What I think is super interesting, if you look at the northern border of North Carolina, there’s a little carve-out that appears to be Patrick and Henry Counties in Virginia. I’m FROM that carve-out and now live in the middle of NC, and it’s wild to imagine that, “born on the NC border in two counties that were hit hard in the 90s, went to college then moved south to find work just as Facebook was dragging us in (and our families)” was pronounced to show up here.
Then you go back and look at other similar little carve-outs on state borders: one in MO/AR, another in ND/NB. It makes me wonder about those, given what I know about my own.
I think the last frame looks like the first cut of a US map with more sensible state boundaries, based more on human geography.
There’s something to be said about just how badly people avoid being friends with Texans if you’re not already in Texas.
Would be really interesting to see this with county/state lines superimposed.
All of this and we STILL have two Dakotas
I’m honestly surprised that NJ is all in one region instead of being split into NY/Philly Metro areas.
My guess is that Long Island is too tightly knit and pulls the rest of the city + lower NY with it?
What are you using to define the borders? County boundaries?
So interesting how state lines become visible!
So what are we looking at here, are each of these slides a map of regions with the highest instances of friendship occurrences?
What does the K value signify?

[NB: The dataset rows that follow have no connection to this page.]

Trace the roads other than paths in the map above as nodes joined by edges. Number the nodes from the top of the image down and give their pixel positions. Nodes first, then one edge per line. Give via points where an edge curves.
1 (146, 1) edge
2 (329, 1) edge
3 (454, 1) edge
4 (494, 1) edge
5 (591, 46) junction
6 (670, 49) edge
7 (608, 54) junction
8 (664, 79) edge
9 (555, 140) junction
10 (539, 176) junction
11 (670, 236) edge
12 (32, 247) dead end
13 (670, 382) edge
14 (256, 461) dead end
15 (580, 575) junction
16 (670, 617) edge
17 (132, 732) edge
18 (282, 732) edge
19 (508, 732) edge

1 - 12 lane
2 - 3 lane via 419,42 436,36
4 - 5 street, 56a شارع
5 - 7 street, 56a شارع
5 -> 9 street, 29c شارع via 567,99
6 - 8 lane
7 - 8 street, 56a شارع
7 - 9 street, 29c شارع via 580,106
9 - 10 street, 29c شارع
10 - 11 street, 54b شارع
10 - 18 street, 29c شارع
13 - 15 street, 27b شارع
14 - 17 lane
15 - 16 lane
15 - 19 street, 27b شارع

Example when K = 2, only the region around North& South Dakota & Minnesota is highlighted – does that mean that area was used as a starting area, or that its significantly different from the rest of the states / most unique or isolated from friendships back to the rest of the state areas?
I guess this proves that the UP does in fact belong to Wisconsin.
I am surprised that no part of CT got lumped in with NYC/Long Island
Really fascinating how many states are clearly visible, how many get combined, and how many get divided up. Great work!
Apparently, that’s how state lines should be drawn.
How granular is the location data?
The clusters look to be county level at the finest. Is that because the data is county level, or are the clusters naturally county level? Or am I wrong about this observation all together?
The reason I ask is because county level granularity isn’t uniform across the country. It’s much more fine grained in the east than the west.
Extremely cool data! Never thought about geographical hierarchical clustering like this before but it’s really cool
Looks like a new way to establish representational districts.
Love this. To be clear, what analyses did you run to find optimum k, and what was the result?
Edit: and which do you think gave most intuitivelyinterpretable results?
I’m glad to see the distinct split of the Pittsburgh vs Philly rivalry.
Honestly this looks like a more equitable state map than the current state lines. Small and large states are mostly minimized
Did anyone else catch that the first division in the East Coast is between North and South? The initial regional divisions are interesting too.
The disconnect in Illinois being north of 80 and south of 80 is very funny.